* [EXERCISE GOAL] Copy the data verbatim and leave out every picture.

+++ MATERIAL SHOWN +++

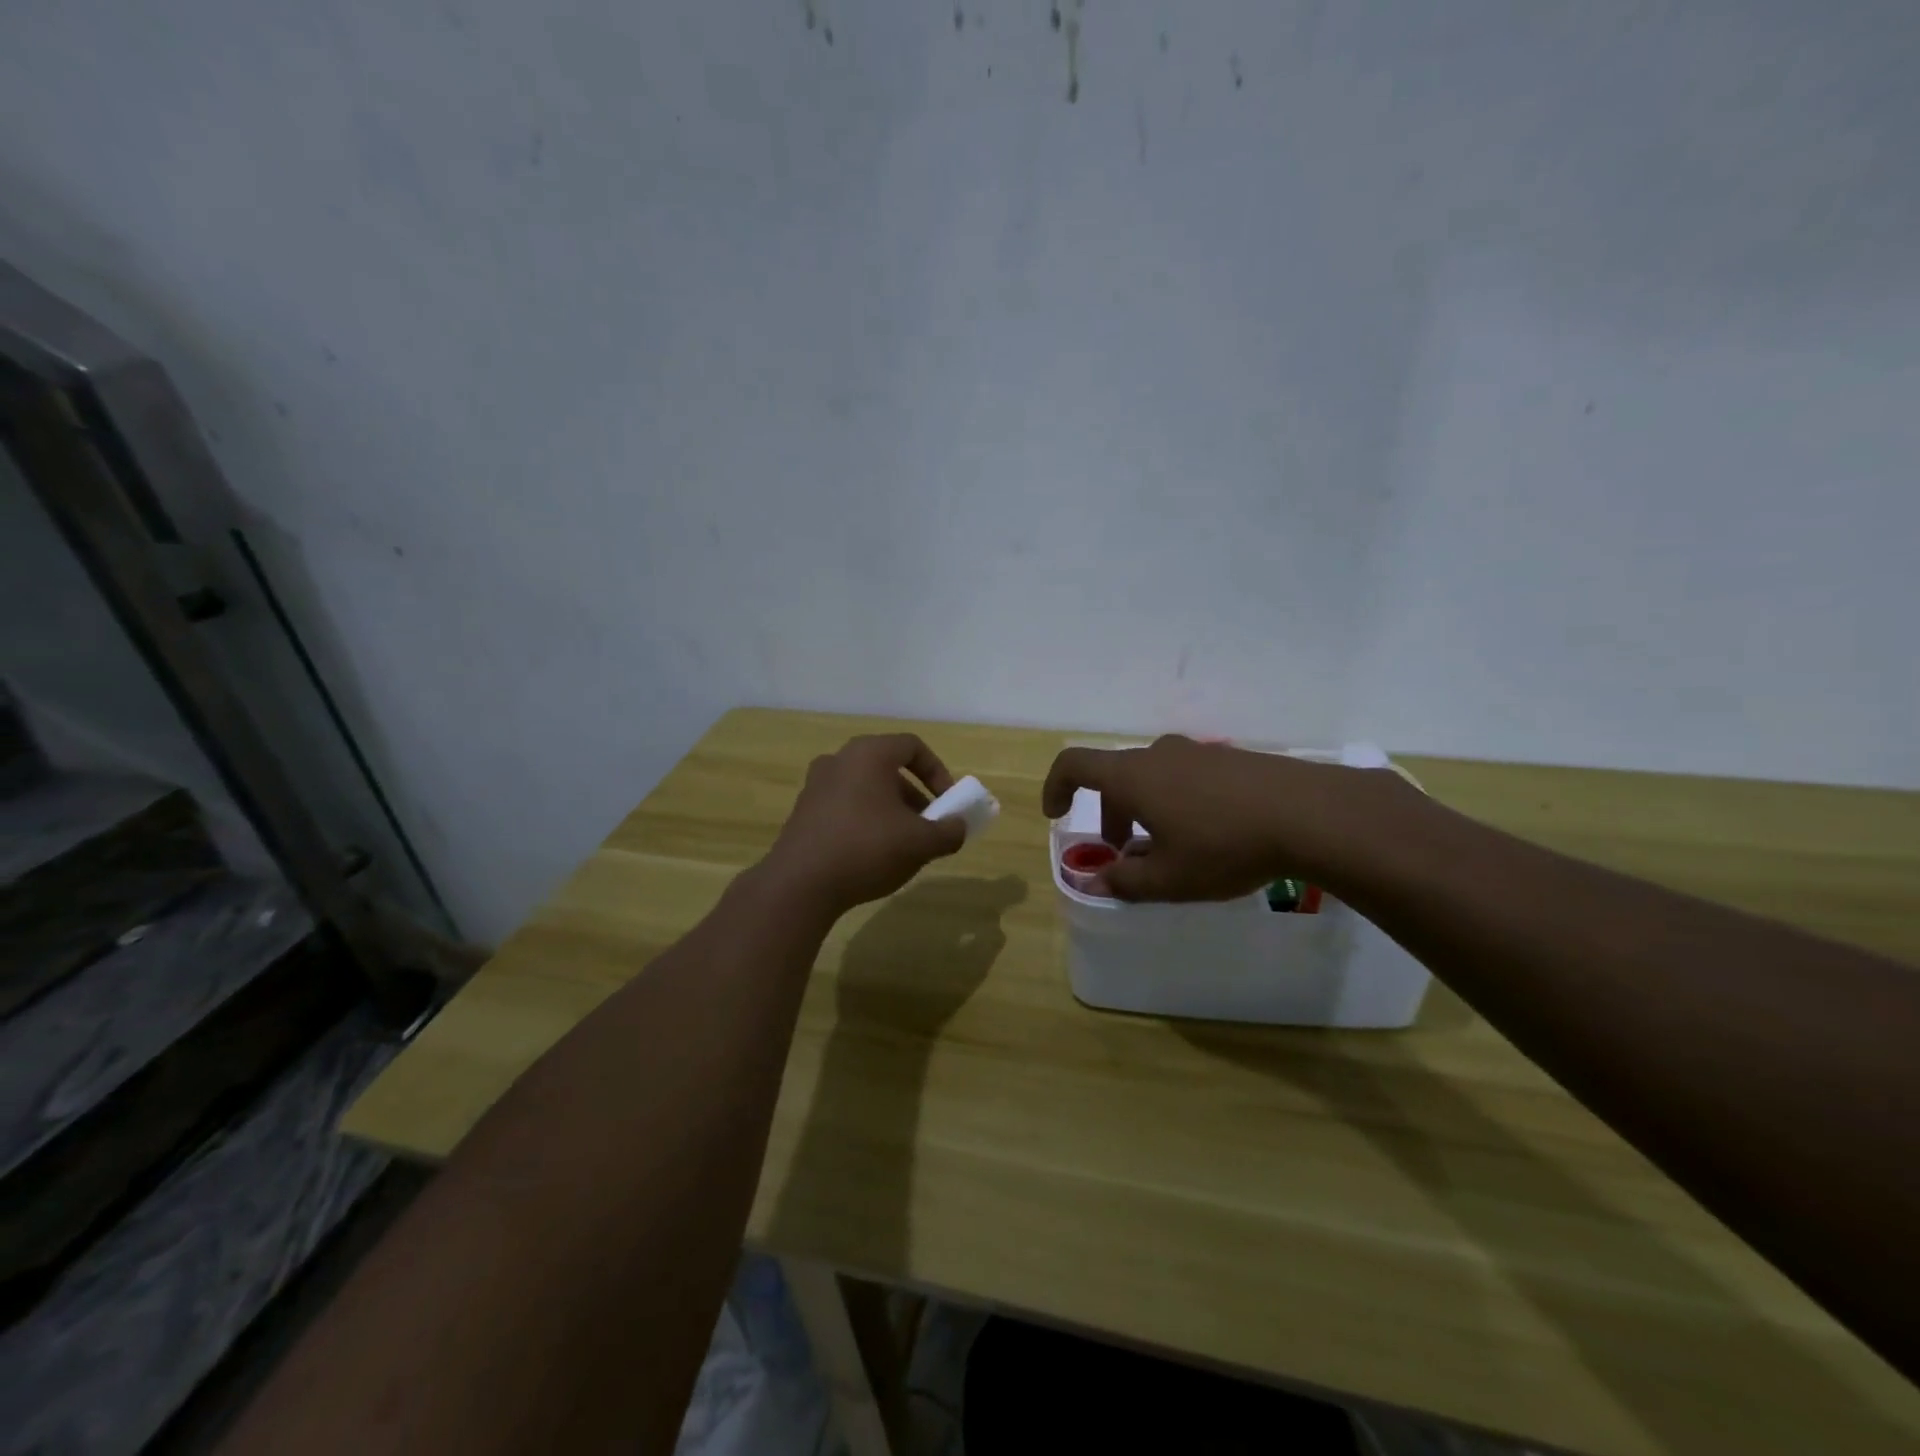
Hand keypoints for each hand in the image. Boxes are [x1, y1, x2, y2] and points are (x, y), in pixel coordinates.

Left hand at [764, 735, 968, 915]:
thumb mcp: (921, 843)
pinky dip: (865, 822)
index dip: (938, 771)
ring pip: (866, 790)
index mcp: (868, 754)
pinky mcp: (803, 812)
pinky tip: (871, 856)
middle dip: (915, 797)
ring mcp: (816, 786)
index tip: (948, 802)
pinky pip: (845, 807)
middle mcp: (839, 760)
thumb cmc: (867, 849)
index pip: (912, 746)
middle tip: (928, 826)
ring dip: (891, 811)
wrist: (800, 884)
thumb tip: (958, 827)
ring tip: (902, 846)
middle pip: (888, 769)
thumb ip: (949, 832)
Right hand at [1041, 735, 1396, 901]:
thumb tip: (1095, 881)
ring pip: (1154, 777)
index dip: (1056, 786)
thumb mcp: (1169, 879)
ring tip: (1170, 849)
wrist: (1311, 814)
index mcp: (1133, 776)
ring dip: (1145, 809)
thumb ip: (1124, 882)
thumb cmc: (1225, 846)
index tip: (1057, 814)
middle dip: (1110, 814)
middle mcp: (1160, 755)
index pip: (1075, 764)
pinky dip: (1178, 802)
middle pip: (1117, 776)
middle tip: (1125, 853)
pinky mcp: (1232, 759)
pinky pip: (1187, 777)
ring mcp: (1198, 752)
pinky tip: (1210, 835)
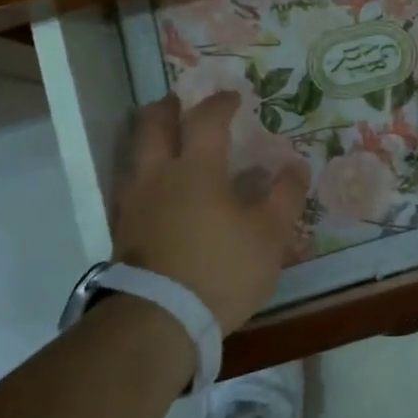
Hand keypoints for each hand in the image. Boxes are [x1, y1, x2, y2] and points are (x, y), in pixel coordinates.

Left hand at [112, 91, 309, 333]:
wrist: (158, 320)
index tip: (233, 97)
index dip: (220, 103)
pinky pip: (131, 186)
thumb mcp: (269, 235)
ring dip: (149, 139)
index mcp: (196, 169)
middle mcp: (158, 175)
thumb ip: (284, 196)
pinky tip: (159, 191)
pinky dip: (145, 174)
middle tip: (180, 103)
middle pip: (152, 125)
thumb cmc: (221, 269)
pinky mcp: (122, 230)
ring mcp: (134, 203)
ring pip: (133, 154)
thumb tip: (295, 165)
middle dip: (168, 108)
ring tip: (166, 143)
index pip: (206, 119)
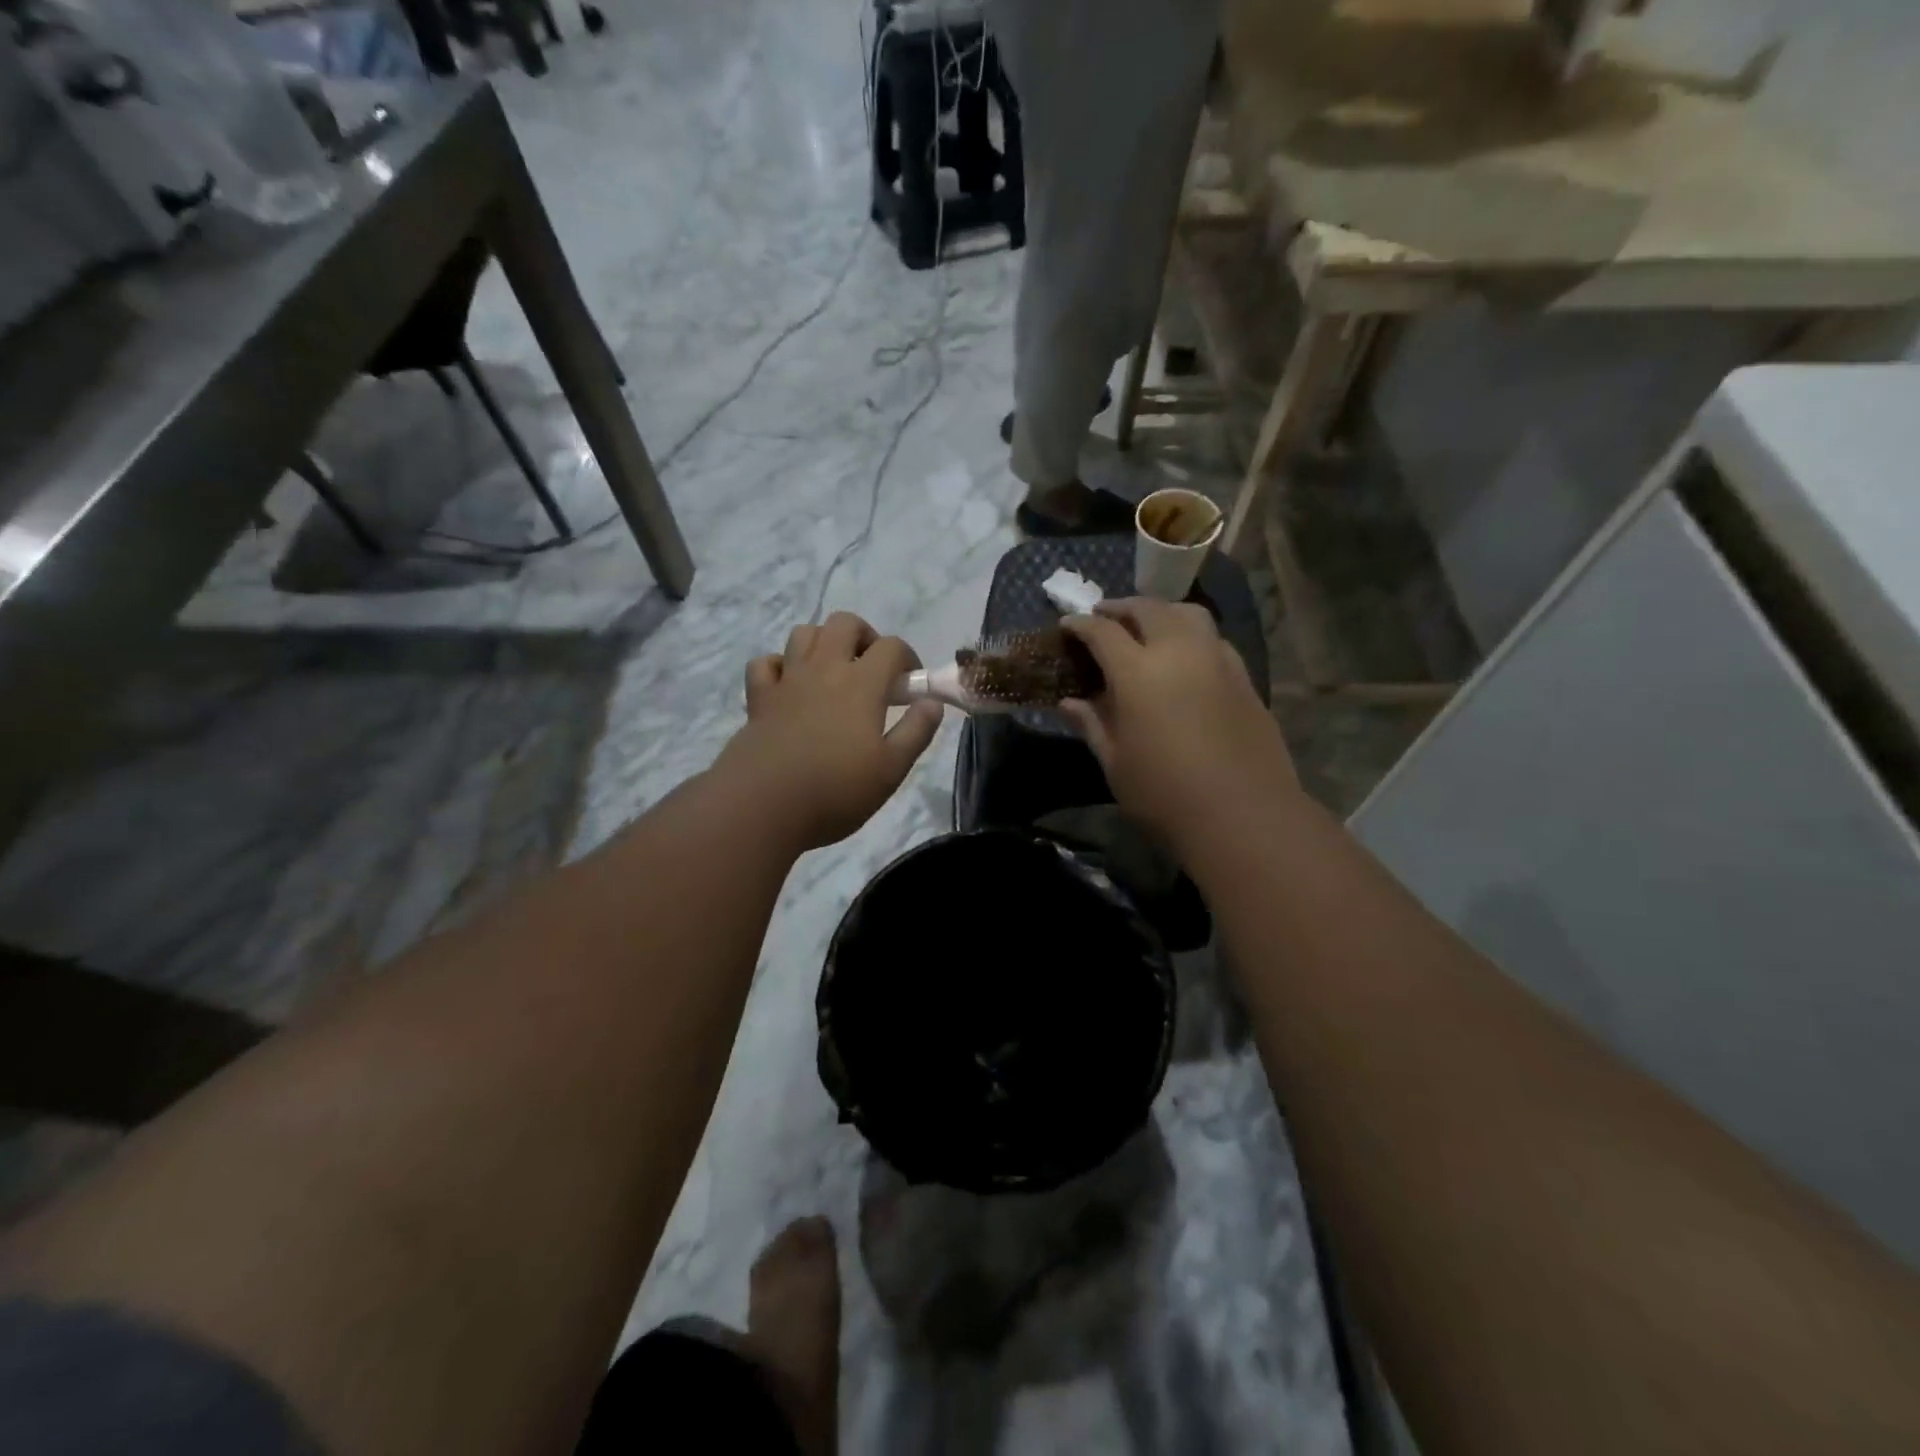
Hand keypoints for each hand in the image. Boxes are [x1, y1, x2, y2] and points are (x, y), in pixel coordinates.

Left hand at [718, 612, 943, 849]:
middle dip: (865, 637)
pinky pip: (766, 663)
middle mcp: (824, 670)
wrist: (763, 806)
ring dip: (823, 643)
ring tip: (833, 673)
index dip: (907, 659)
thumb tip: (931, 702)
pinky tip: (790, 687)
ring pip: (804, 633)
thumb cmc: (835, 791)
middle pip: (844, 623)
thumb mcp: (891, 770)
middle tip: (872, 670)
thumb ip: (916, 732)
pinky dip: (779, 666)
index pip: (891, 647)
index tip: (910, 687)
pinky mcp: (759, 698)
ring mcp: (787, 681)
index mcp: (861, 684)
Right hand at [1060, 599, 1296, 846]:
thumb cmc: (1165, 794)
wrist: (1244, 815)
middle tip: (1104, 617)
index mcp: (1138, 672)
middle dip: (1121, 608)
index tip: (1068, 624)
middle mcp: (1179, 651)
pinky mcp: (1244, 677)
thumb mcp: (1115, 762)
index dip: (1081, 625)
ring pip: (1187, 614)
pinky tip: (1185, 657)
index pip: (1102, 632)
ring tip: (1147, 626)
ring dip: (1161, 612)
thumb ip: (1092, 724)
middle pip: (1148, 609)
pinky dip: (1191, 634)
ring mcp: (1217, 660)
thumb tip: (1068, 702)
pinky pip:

+++

* [SOLUTION FOR THIS EXERCISE]
Hand keypoints for each hand in the image. Boxes are [x1, y1, x2, y2] and points are (x, y), in pixel coordinates.

Left hand at [764, 735, 968, 915]:
thumb mcp: (921, 843)
pinky dip: (865, 822)
index dip: (938, 771)
ring pip: (866, 790)
index mcp: (868, 754)
pinky mcp: (803, 812)
pinky tip: (871, 856)
middle dip: (915, 797)
ring mcp: (816, 786)
index tip: (948, 802)
pinky pip: (845, 807)
middle mcp: (839, 760)
thumb cmc: (867, 849)
index pip: (912, 746)
middle tip: (928, 826)
ring dip: (891, 811)
wrist: (800, 884)
thumb tip: (958, 827)
ring tip: (902, 846)
middle pip: (888, 769)
thumb ip: (949, 832)
Right hand at [1041, 735, 1396, 901]:
thumb tip: (1095, 881)
ring pip: (1154, 777)
index dip: (1056, 786)
thumb mcp: (1169, 879)
ring tip: (1170, 849)
wrist: (1311, 814)
index mcp: (1133, 776)
ring dip: (1145, 809)
thumb ip: (1124, 882)
thumb cmc: (1225, 846)
index tip: (1057, 814)
middle dip: (1110, 814)
middle mcp: (1160, 755)
index pip: (1075, 764)
pinky dip: (1178, 802)
middle pip: (1117, 776)
middle tip: (1125, 853)
pinky mcp: (1232, 759)
pinky pip: (1187, 777)
ring mcp: (1198, 752)
pinky tip: (1210, 835)
Hand keypoints for each hand in the image. Boxes are [x1, y1, x2, y2] and points are (x, y), in pixel coordinates.

Left hand at [112, 91, 309, 333]:
wrist: (158, 320)
index tip: (233, 97)
index dip: (220, 103)
pinky pip: (131, 186)
thumb mcp: (269, 235)
ring dip: (149, 139)
index mcp: (196, 169)
middle mcp: (158, 175)
thumb ip: (284, 196)
pinky tip: (159, 191)
pinky dip: (145, 174)
middle tip: (180, 103)
middle pip: (152, 125)
thumb cmc: (221, 269)
pinky mcp: (122, 230)
ring mcp: (134, 203)
ring pip: (133, 154)
thumb tip: (295, 165)
middle dip: (168, 108)
ring tip: (166, 143)
index pip: (206, 119)
Hand keypoints for each hand in the image. Boxes are [x1, y1, x2, y2] and points are (x, y), in pixel coordinates.

Left hand at [718, 612, 943, 849]:
middle dip: (865, 637)
pinky pip: (766, 663)
middle mcp: (824, 670)
wrist: (763, 806)
ring dip: (823, 643)
ring tip: (833, 673)
index dip: (907, 659)
thumb tip: (931, 702)
pinky tip: (790, 687)
ring pip: (804, 633)
thumb cmc: (835, 791)
middle pip: (844, 623)
thumb mcp: (891, 770)
middle tip: (872, 670)
thumb ip: (916, 732)
pinky dip: (779, 666)
index pip: (891, 647)
index tip: (910, 687)
pinky mcp: (759, 698)
ring mcp: (787, 681)
index mcp: (861, 684)
Right hand at [1060, 599, 1296, 846]:
thumb cmc: (1165, 794)
wrist: (1244, 815)
middle tip: (1104, 617)
index mcp: (1138, 672)
middle dip: (1121, 608)
index tip: (1068, 624)
middle mcp: (1179, 651)
pinky mcp: (1244, 677)
thumb mcp: (1115, 762)
index dip: (1081, 625)
ring pip: (1187, 614)
pinky tip: (1185, 657)
index pip: (1102, 632)
ring tip: (1147, 626)
ring dip: (1161, 612)
thumb ip: (1092, 724)
middle pip: (1148, 609)
pinky dip: (1191, 634)
ring mcp: (1217, 660)
thumb tip: (1068, 702)
pinky pip:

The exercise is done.